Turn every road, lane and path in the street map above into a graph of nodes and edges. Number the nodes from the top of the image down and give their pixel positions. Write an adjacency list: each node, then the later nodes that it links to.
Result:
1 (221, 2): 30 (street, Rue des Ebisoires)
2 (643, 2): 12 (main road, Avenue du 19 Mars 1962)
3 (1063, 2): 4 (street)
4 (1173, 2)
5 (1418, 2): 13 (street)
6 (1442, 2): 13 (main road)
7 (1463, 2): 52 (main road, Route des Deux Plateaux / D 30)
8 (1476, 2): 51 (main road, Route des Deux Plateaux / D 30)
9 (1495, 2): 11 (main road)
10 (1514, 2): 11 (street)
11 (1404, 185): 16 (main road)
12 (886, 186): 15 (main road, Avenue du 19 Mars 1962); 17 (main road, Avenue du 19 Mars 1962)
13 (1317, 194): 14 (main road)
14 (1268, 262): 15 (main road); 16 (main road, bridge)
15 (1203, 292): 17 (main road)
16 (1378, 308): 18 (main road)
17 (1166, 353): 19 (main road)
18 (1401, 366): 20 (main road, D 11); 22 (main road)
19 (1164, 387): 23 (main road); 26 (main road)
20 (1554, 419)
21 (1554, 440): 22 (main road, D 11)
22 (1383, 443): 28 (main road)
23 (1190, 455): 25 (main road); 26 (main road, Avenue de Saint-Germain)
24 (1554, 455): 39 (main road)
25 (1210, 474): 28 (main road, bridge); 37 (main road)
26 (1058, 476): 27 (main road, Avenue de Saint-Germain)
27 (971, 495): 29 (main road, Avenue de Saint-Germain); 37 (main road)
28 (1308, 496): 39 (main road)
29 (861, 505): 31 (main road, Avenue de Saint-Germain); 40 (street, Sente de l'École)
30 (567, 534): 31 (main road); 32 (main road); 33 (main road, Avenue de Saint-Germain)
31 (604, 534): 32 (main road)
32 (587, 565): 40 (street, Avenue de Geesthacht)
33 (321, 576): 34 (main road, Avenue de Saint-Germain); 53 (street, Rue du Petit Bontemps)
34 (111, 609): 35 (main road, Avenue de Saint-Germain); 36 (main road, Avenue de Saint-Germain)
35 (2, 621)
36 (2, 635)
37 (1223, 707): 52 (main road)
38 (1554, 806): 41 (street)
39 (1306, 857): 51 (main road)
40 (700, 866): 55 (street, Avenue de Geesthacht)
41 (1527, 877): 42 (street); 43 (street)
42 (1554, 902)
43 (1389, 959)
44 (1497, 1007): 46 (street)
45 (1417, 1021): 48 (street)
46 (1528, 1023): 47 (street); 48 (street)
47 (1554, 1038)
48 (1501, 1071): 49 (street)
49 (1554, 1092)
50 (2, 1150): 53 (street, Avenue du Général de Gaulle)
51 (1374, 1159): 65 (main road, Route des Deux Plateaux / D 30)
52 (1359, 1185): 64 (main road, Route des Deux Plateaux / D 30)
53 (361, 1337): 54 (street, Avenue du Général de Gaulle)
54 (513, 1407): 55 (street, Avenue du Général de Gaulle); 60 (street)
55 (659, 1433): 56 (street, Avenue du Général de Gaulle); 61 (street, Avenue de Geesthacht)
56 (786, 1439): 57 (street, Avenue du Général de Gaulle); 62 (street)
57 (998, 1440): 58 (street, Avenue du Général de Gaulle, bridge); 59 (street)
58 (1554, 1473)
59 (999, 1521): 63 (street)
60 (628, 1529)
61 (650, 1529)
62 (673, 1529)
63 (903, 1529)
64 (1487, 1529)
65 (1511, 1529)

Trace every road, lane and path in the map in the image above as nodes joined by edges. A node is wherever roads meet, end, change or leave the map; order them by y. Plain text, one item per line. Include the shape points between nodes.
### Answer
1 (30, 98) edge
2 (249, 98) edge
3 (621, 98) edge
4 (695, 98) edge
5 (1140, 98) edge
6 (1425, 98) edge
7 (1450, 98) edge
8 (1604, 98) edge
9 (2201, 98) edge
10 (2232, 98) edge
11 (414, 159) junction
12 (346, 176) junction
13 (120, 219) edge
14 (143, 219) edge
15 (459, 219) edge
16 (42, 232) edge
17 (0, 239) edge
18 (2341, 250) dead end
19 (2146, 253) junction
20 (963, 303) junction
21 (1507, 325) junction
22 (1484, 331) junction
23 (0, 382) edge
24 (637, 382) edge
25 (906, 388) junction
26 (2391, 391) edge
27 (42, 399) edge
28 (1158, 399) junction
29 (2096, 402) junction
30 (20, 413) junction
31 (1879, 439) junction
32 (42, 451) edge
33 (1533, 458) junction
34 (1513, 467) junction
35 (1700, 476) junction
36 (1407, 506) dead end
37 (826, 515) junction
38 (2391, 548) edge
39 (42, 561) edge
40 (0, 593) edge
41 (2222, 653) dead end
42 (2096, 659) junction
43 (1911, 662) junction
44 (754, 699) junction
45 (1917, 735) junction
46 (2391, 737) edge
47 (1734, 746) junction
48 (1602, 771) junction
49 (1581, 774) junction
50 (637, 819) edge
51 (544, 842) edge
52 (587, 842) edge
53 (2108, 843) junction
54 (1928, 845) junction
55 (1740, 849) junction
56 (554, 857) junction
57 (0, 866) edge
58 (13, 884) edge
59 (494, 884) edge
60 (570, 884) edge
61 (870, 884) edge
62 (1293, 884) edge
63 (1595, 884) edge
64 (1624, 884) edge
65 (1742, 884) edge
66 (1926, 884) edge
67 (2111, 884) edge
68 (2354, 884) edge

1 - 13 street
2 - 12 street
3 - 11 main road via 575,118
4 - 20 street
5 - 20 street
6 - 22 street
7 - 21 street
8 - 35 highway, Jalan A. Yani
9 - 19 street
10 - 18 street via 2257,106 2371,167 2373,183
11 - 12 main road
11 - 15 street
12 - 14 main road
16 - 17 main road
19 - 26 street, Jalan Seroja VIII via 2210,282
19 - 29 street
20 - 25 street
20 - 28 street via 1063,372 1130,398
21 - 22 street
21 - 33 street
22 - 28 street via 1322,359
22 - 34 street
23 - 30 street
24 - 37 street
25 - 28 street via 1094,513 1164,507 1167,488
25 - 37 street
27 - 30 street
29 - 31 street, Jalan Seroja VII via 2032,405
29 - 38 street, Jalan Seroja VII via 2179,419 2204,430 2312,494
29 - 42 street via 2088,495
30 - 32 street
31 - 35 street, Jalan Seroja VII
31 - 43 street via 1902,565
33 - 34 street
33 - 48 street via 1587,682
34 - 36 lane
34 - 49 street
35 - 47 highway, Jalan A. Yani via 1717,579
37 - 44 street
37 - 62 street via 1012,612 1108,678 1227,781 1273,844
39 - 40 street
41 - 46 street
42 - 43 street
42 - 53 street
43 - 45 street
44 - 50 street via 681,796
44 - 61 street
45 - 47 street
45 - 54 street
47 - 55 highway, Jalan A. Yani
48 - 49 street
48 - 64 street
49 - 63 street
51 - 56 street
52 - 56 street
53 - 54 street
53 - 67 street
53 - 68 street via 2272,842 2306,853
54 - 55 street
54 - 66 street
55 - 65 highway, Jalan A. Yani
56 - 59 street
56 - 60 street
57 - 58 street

(PROBLEM) Filter the entries above and keep only the lines with the word "dead".

(OUTPUT FOR THIS EXERCISE)
18 (2341, 250) dead end
36 (1407, 506) dead end
41 (2222, 653) dead end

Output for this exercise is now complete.